I actually do some work with a legacy "4GL" development environment that does something similar, and a lot of models on the old 4GL paradigm use C and C++ as the language that they output their generated code in.
That being said, 4GL is pretty much resigned to the dust heap of history. The problem is, when you're machine generating the C code, you're losing the performance gains that would have resulted from using C in the first place, and the code is extremely difficult to maintain. Might as well just write the program in Python in the first place.
You could take a look at Shedskin, a project that generates C++ code from Python code.
Depending on what your reasons are, it may be a little pointless as Satanicpuppy pointed out.
I'm afraid you will not find an already-built in solution that takes your particular xml or python files and transforms them onto your required output "out of the box".
You will have to implement the parsing, the data treatment and output yourself. Not all by yourself, though; here are some pointers regarding the parsing and output.
Phython comes with 2 different XML parsers (SAX and DOM -scroll down to see some examples). You will have to use one of them in order to read the source files.
For generating the output more easily, you can probably use a templating library, such as StringTemplate, or just generate the code manually, if it's small.
A few years ago I worked on a project to simplify interprocess shared memory management for large scale simulation systems. We used a related approach where the layout of data in shared memory was defined in XML files and a code generator, written in python, read the XML and spit out a set of header files defining structures and associated functions/operators/etc to match the XML description. At the time, I looked at several templating engines and, to my surprise, found it was easier and very striaight-forward to just do it "by hand".

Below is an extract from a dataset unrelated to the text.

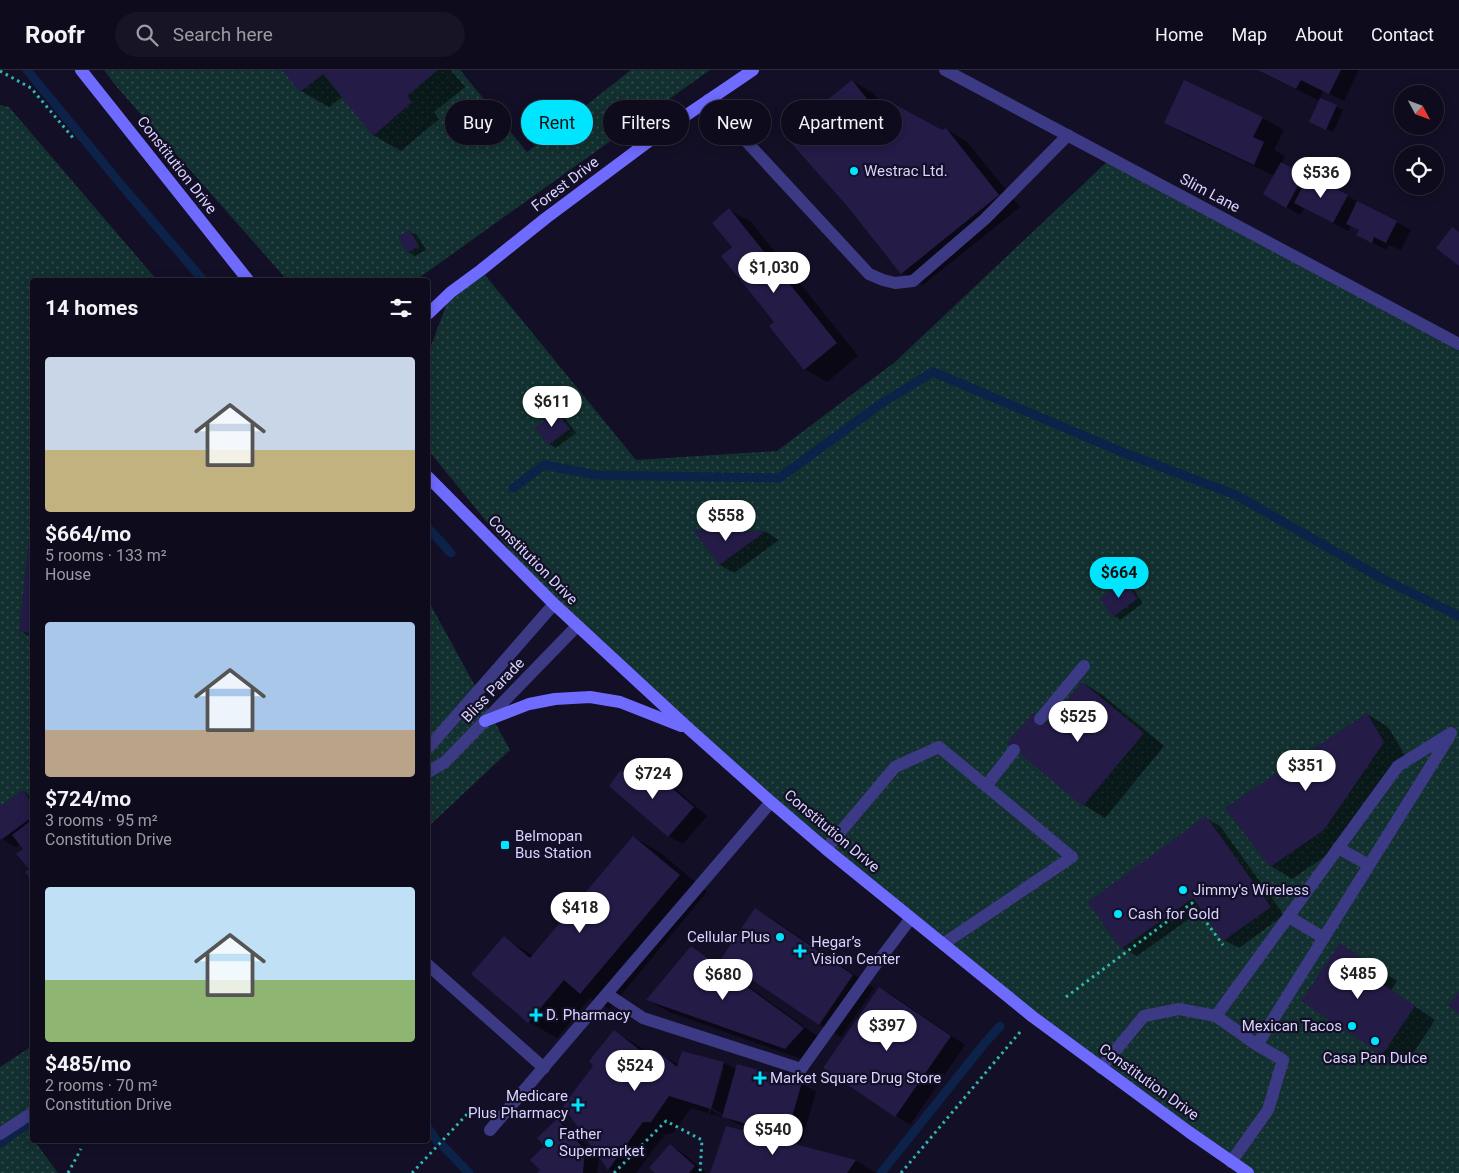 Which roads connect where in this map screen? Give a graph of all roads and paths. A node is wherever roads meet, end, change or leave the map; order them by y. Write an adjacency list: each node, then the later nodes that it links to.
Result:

As you read the XML, just populate a set of datastructures that match your code. Header file objects contain classes and clsses contain variables (which may be of other class types). Give each object a printSelf()
method that iterates over it's contents and calls printSelf()
for each object it contains.
It seems a little daunting at first but once you get started, it's pretty straight forward. Oh, and one tip that helps with the generated code, add an indentation argument to printSelf()
and increase it at each level. It makes the generated code much easier to read.